Write the quadratic function that goes through the points: (0,1), (2, -7), and (-1,11).

a) f(x) = -3x^2 + 2x + 1
b) f(x) = 3x^2 - 4x + 1
c) f(x) = -3x^2 - 4x + 1
d) f(x) = 3x^2 + 4x + 1

Answer 1

To write the quadratic function that goes through the given points, substitute the x and y values into the general form of a quadratic function and solve for the coefficients. The correct quadratic function is f(x) = -3x^2 + 2x + 1.

Step-by-step explanation:

To write the quadratic function that goes through the points (0,1), (2,-7), and (-1,11), we can use the general form of a quadratic function: f(x) = ax^2 + bx + c. By substituting the x and y values of the given points into the function, we can form three equations to solve for the coefficients a, b, and c.
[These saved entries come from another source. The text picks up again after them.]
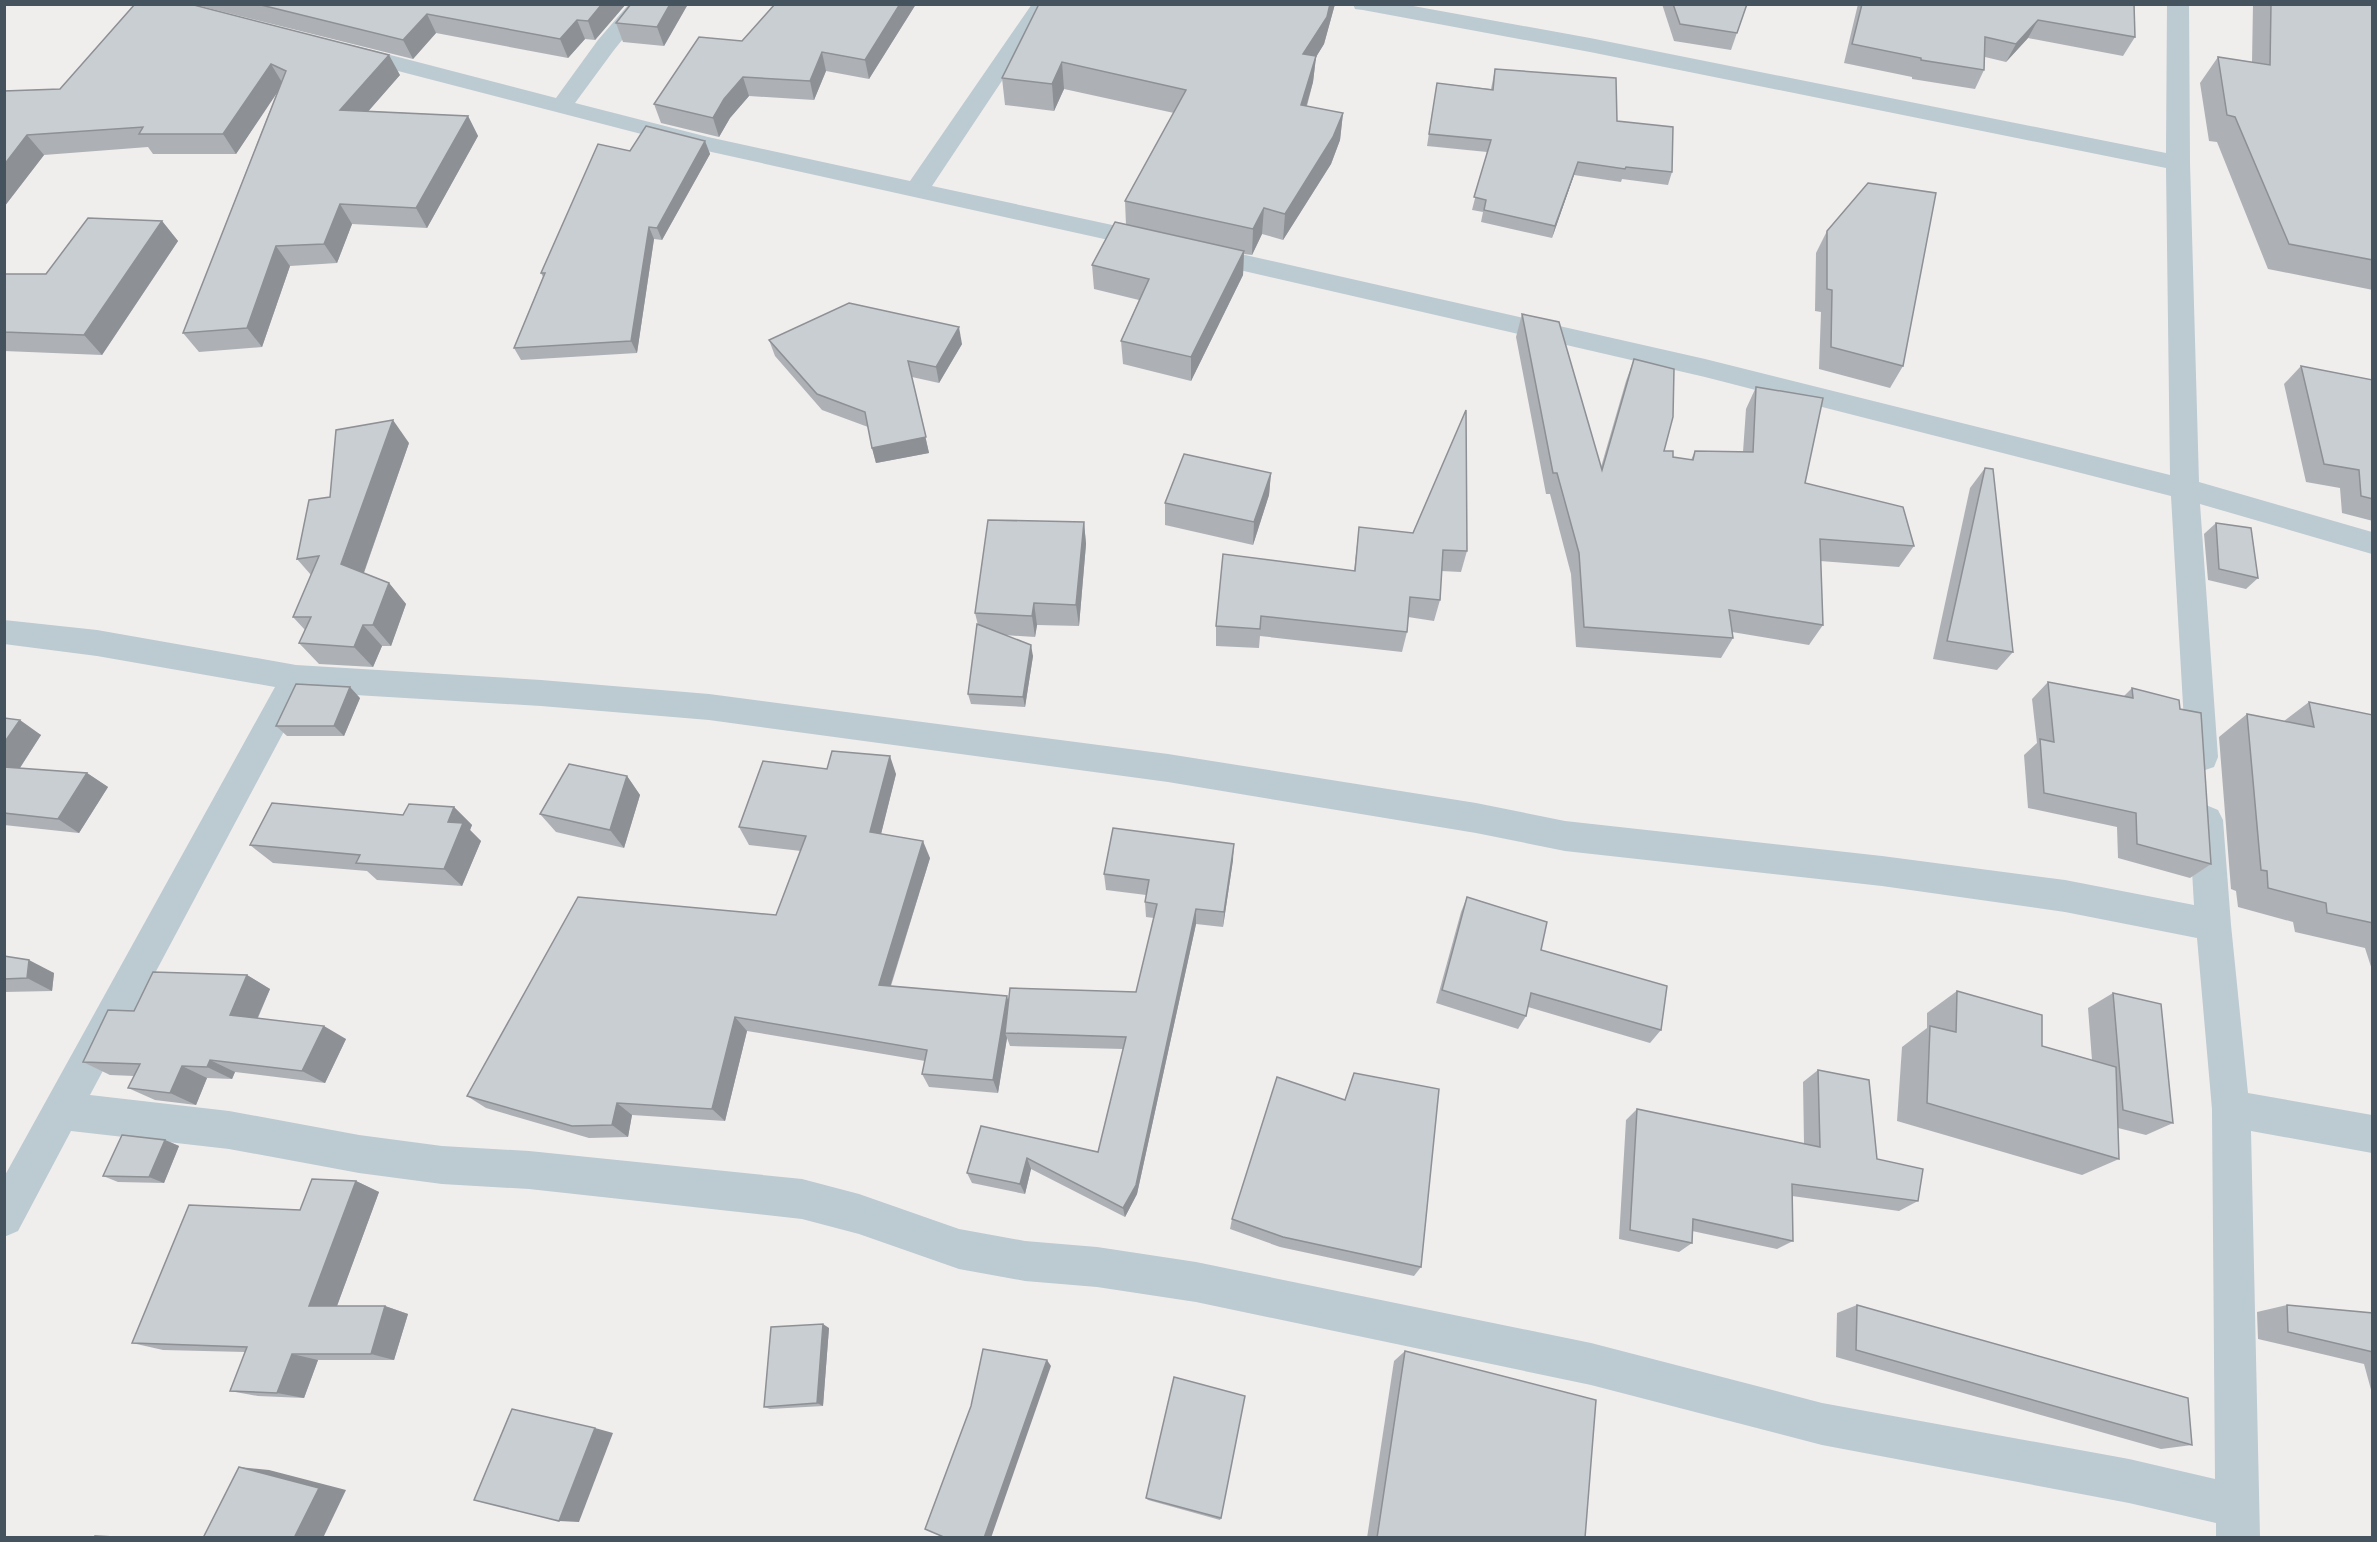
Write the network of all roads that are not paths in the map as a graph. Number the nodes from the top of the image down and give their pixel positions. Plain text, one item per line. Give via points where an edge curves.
1 (641, 4) edge
2 (1043, 4) edge
3 (1363, 4) edge
4 (2178, 4) edge
5 (334, 48) edge
6 (562, 105) junction
7 (2178, 163) junction
8 (917, 189) junction
9 (2184, 489) junction
10 (2373, 543) edge
11 (4, 632) edge
12 (296, 678) junction
13 (2213, 925) junction
14 (2231, 1109) junction
15 (63, 1111) junction
16 (2373, 1134) edge
17 (4, 1217) edge
18 (2238, 1522) edge

1 - 6 street
2 - 8 street
3 - 7 street via 1590,45
4 - 7 street
5 - 6 street
6 - 8 street via 707,144
7 - 9 street
8 - 9 street via 1694,366
9 - 10 street
9 - 13 street
11 - 12 street via 97,643
12 - 13 street via 709,707 1168,768 1565,836 1882,871 2065,896
12 - 15 street
13 - 14 street
14 - 16 street
14 - 18 street
15 - 17 street
15 - 18 street via 230,1130 442,1165 529,1170 802,1199 859,1214 959,1249 1196,1282 1591,1364 1822,1424 2129,1480

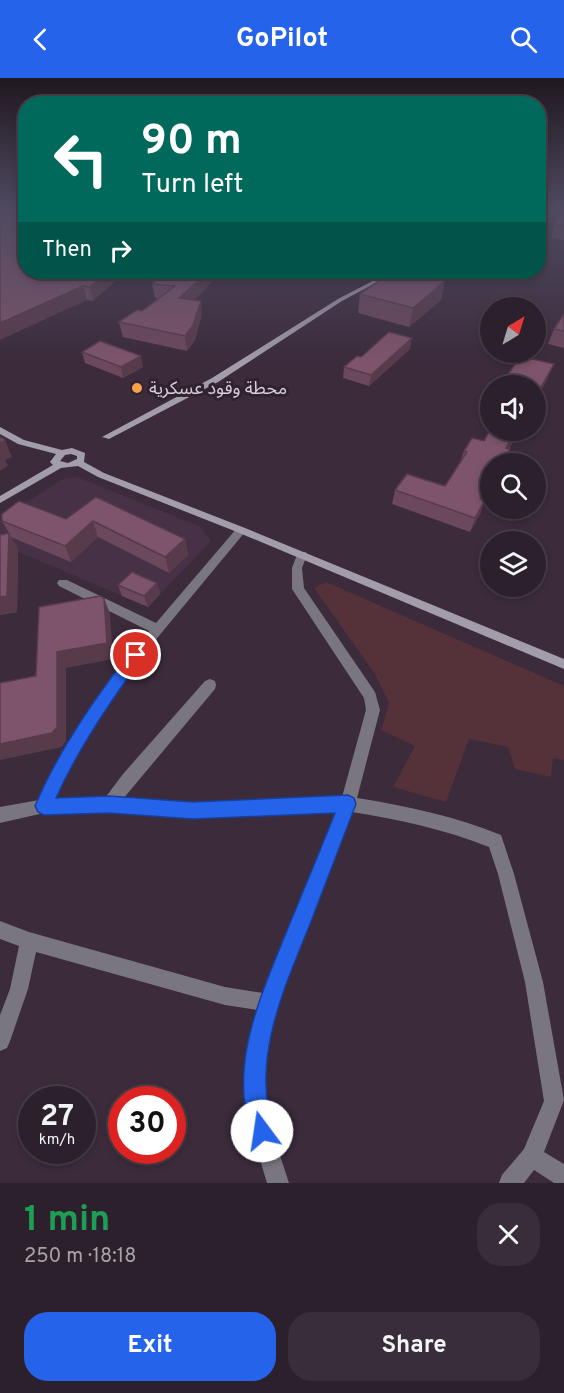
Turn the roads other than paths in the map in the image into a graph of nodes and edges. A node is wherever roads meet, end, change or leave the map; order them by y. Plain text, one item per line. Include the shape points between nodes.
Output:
1 (380, 279) edge
2 (0, 430) edge
3 (106, 437) dead end
4 (59, 460) junction
5 (78, 462) junction
6 (0, 492) edge
7 (0, 500) edge
8 (241, 530) junction
9 (302, 555) junction
10 (63, 583) dead end
11 (157, 629) junction
12 (564, 664) edge
13 (210, 685) dead end
14 (348, 804) junction
15 (109, 805) junction
16 (44, 806) junction
17 (0, 815) edge
18 (0, 930) edge
19 (29, 941) junction
20 (268, 1004) junction
21 (0, 1041) edge
22 (532, 1156) junction
23 (564, 1177) edge
24 (278, 1183) edge
25 (510, 1183) edge

1 - 3 main road via 215,380
2 - 4 main road
4 - 5 main road via 72,465
4 - 5 main road via 77,452 82,458
4 - 6 main road
4 - 7 main road
5 - 8 main road via 101,475
8 - 9 main road
8 - 11 street
9 - 12 main road
9 - 14 street via 297,568 298,589 370,696 373,710
10 - 11 street
11 - 16 street via 100,704 67,756
13 - 15 street
14 - 15 street via 193,811
14 - 20 street
14 - 22 street via 410,814 495,841 534,982 555,1101
15 - 16 street
16 - 17 street
18 - 19 street
19 - 20 street via 225,996
19 - 21 street via 19,989
20 - 24 street via 255,1063 255,1110
22 - 23 street
22 - 25 street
Solving these equations, we find that the correct quadratic function is f(x) = -3x^2 + 2x + 1. Therefore, the correct answer is option a) f(x) = -3x^2 + 2x + 1.

Answer 2

To write the quadratic function that goes through the given points, substitute the x and y values into the general form of a quadratic function and solve for the coefficients. The correct quadratic function is f(x) = -3x^2 + 2x + 1.

Step-by-step explanation:

To write the quadratic function that goes through the points (0,1), (2,-7), and (-1,11), we can use the general form of a quadratic function: f(x) = ax^2 + bx + c. By substituting the x and y values of the given points into the function, we can form three equations to solve for the coefficients a, b, and c. Solving these equations, we find that the correct quadratic function is f(x) = -3x^2 + 2x + 1. Therefore, the correct answer is option a) f(x) = -3x^2 + 2x + 1.